After college, he joined back up with the Atrox gang, came up with the idea to do a website, became a slave driver to everyone else while adding very little creatively, abandoned the project just as it was getting going to get married and now rests on his laurels somewhere in the Midwest.

Frank Smith
Though he palled around with Paul, Emory, Leslie, Matt, and Jeff as a teenager, Frank never figured he’d end up working with them. Instead he spent most of adolescence pursuing his first love … dance. Completing his training in Canada at the Royal Winnepeg Ballet School (Professional Division), he went on to perform for three and a half years with the RWB’s prestigious company, eventually serving as a second soloist under celebrated choreographers Nina Menon and Mark Godden.
Touring stateside with the RWB, Frank reunited with the high school crew when they came to see him dance “Sentinel” (masterfully choreographed by the late David Berkey to Brahm’s Concerto in D Major), a performance to which Team Atrox had bought tickets under the mistaken impression that its story centered around a giant robot. Discovering the piece to be more concerned with the exploits of “gay soldiers and shit,” Emory convinced Frank that his creative energies would be better spent acting in Atrox shorts and sketches, because “at least some of them have fucking droids.”
Resettled back in Los Angeles, Frank spends most of his time fiddling with the website, working odd jobs, and laboring on his live stage side project, Lost Moon Radio (for which he serves as writer, performer, and assistant dance captain). Hopefully one of these endeavors will work out, because another year in Winnepeg and he might have had a shot with the Nederlans Dans Theatre of Holland. And he’d hate to think he’d given that up for nothing.

Jeff Stone
The following is an excerpt from a June 23, 2003 Los Angeles Times review of Jeff’s one-man show, “I’m ‘a Bust a Nut!”:
“Inane, puerile, and relentlessly unfunny, Jeff Stone’s series of monologues is an endless slog through his raging egomania. Stone cycles through a number of ‘characters’ (he never once attempts to change his voice or intonation) who deliver hamfisted platitudes full of dubious facts, all of which are dedicated to Stone’s self-professed genius.
“Among the characters Stone protrays, several are his supposed ex-girlfriends, (including such unlikely candidates as Naomi Watts, Lisa Loeb, and the woman from the Orbit gum commericals), all of whom cite him as their most skillful lover and pine for his return. Another character Stone plays, his old high school friend Paul Cibis, claims that Stone has saved him from burning buildings on three separate occasions and is also the world’s single greatest swordsman.
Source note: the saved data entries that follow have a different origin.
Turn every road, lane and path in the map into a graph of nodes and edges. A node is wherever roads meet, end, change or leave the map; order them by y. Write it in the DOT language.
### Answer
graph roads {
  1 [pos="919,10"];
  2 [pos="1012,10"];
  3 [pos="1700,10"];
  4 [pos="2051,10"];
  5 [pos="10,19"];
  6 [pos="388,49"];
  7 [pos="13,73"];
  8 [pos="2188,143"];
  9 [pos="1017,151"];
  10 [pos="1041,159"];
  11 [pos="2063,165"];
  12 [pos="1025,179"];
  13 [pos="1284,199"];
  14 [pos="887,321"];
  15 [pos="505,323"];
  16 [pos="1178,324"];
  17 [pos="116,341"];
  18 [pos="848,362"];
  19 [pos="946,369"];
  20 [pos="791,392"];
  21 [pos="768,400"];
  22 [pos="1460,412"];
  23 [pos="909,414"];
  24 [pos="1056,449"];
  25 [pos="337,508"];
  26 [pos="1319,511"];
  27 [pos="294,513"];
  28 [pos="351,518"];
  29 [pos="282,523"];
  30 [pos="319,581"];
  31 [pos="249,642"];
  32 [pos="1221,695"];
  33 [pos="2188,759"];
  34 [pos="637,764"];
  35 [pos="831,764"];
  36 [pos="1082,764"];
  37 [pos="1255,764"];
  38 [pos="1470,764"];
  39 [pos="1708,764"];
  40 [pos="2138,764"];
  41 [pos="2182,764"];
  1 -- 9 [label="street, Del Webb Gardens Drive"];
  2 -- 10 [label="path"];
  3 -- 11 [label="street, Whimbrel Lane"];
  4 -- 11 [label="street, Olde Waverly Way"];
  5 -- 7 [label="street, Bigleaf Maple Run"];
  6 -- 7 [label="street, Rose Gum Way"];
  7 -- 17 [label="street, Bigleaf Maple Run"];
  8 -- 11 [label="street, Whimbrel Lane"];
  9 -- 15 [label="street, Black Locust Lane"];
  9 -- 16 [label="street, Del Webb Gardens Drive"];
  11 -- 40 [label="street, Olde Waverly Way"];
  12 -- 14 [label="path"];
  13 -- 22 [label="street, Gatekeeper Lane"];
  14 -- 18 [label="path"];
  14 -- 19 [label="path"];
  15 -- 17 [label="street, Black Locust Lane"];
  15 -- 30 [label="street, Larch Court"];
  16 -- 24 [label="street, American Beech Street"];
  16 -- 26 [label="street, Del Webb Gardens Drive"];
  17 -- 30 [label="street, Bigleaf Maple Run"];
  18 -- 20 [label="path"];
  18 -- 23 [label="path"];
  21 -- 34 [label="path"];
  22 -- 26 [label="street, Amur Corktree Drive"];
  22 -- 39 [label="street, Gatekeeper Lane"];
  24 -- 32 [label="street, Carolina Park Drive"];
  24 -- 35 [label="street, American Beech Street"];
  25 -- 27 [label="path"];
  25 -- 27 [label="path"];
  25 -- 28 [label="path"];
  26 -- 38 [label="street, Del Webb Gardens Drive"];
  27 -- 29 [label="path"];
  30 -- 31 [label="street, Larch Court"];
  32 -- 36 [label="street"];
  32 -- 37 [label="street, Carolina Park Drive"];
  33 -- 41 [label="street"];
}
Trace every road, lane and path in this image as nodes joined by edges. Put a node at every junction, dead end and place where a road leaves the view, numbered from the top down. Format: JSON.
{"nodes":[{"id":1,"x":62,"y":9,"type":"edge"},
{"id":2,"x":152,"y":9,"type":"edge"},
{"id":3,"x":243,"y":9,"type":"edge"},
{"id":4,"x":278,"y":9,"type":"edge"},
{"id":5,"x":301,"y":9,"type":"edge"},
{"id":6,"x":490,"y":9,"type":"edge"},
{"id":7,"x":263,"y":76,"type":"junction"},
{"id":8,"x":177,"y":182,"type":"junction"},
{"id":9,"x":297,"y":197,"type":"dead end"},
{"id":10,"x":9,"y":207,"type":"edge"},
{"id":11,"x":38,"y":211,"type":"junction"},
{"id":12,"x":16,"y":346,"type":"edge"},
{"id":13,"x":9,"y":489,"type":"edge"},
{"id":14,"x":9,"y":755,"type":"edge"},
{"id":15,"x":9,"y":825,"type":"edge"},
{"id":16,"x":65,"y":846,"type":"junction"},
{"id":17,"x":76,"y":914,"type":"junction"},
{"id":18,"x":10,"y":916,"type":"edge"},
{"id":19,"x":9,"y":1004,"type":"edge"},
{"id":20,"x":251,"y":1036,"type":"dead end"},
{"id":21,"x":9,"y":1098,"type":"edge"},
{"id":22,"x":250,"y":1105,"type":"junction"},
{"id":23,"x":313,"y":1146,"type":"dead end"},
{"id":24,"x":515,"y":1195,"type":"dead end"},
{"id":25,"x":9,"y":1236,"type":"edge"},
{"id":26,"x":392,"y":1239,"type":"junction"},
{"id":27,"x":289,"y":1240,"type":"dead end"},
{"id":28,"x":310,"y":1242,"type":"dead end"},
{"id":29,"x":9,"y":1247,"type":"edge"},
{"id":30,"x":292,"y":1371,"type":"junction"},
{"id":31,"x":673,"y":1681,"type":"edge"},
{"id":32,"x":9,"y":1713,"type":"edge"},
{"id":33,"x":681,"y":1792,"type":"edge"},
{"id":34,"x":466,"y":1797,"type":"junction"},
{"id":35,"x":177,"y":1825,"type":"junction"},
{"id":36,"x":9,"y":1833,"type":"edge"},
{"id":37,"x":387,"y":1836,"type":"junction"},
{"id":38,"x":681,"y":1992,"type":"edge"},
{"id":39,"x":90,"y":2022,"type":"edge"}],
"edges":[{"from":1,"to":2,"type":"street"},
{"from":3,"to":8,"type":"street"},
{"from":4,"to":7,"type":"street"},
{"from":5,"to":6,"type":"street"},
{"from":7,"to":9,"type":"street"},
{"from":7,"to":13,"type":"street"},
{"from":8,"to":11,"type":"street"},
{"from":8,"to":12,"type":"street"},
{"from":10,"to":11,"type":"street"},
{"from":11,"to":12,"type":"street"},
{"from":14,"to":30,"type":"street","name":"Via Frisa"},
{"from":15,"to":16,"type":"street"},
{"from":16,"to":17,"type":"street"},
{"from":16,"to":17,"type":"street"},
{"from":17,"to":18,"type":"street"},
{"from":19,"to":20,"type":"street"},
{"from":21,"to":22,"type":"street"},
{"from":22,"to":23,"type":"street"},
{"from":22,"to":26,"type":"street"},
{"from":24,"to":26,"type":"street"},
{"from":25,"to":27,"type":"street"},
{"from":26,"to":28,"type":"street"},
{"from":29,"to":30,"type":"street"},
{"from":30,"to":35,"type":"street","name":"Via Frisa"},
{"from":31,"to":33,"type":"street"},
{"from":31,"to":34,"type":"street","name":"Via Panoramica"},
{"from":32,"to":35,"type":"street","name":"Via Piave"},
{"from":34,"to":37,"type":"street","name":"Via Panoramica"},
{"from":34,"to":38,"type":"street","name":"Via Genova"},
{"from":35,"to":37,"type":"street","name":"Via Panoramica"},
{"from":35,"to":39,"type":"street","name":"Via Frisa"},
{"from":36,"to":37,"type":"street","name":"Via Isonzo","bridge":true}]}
“Is Stone having a joke at the audience’s expense, or is it possible that he is truly delusional and is presenting what he believes to be the truth? It’s impossible to tell. Regardless, had Stone the talent to back the ridiculous claims of greatness he makes in his program, the three and a half hour production of ‘Nut!’ would simply seem needlessly self-indulgent and narcissistic. As it is, however, this stands as one of the greatest disasters in the history of the American theater.”